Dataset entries
══════

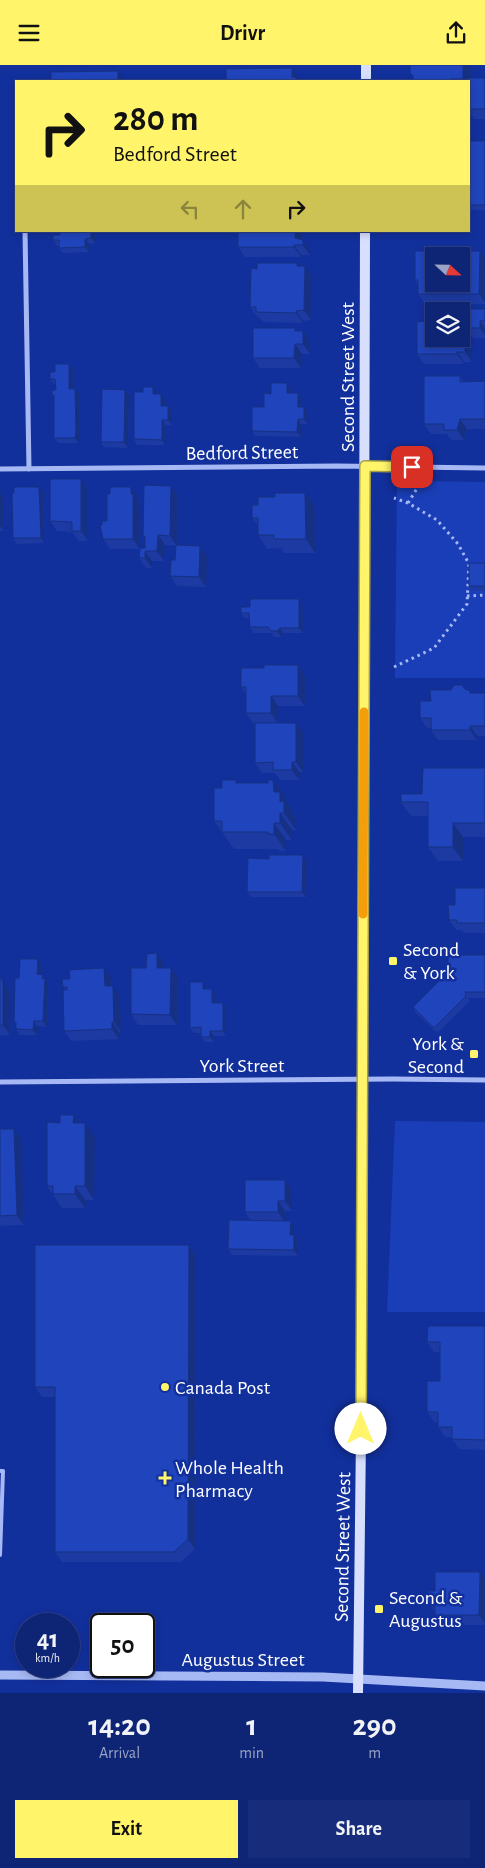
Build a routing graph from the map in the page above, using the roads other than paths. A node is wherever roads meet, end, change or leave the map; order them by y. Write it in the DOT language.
graph roads {
  1 [pos="366,65"];
  2 [pos="366,80"];
  3 [pos="26,232"];
  4 [pos="365,232"];
  5 [pos="365,466"];
  6 [pos="485,468"];
  7 [pos="0,469"];
  8 [pos="29,469"];
  9 [pos="485,1080"];
  10 [pos="362,1081"];
  11 [pos="0,1082"];
  12 [pos="0,1471"];
  13 [pos="0,1555"];
  14 [pos="0,1675"];
  15 [pos="358,1678"];
  16 [pos="485,1686"];
  17 [pos="358,1693"];
  1 -- 2 [label="main road"];
  3 -- 8 [label="street"];
  4 -- 5 [label="main road, Second Street West"];
  5 -- 6 [label="street, Bedford Street"];
  5 -- 8 [label="street, Bedford Street"];
  5 -- 10 [label="main road, Second Street West"];
  7 -- 8 [label="street, Bedford Street"];
  9 -- 10 [label="street, York Street"];
  10 -- 11 [label="street, York Street"];
  10 -- 15 [label="main road, Second Street West"];
  12 -- 13 [label="lane"];
  14 -- 15 [label="street, Augustus Street"];
  15 -- 16 [label="street, Augustus Street"];
  15 -- 17 [label="main road, Second Street West"];
}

══════

• [Exercise prompt] Reproduce each line of the records exactly and exclude any images.

• [Exercise result]
Build a routing graph from the map in the page above, using the roads other than paths. A node is wherever roads meet, end, change or leave the map; order them by y. Write it in the DOT language.
graph roads {
  1 [pos="366,65"];
  2 [pos="366,80"];
  3 [pos="26,232"];
  4 [pos="365,232"];
  5 [pos="365,466"];
  6 [pos="485,468"];
  7 [pos="0,469"];
  8 [pos="29,469"];
  9 [pos="485,1080"];
  10 [pos="362,1081"];
  11 [pos="0,1082"];
  12 [pos="0,1471"];
  13 [pos="0,1555"];
  14 [pos="0,1675"];
  15 [pos="358,1678"];
  16 [pos="485,1686"];
  17 [pos="358,1693"];
  1 -- 2 [label="main road"];
  3 -- 8 [label="street"];
  4 -- 5 [label="main road, Second Street West"];
  5 -- 6 [label="street, Bedford Street"];
  5 -- 8 [label="street, Bedford Street"];
  5 -- 10 [label="main road, Second Street West"];
  7 -- 8 [label="street, Bedford Street"];
  9 -- 10 [label="street, York Street"];
  10 -- 11 [label="street, York Street"];
  10 -- 15 [label="main road, Second Street West"];
  12 -- 13 [label="lane"];
  14 -- 15 [label="street, Augustus Street"];
  15 -- 16 [label="street, Augustus Street"];
  15 -- 17 [label="main road, Second Street West"];
}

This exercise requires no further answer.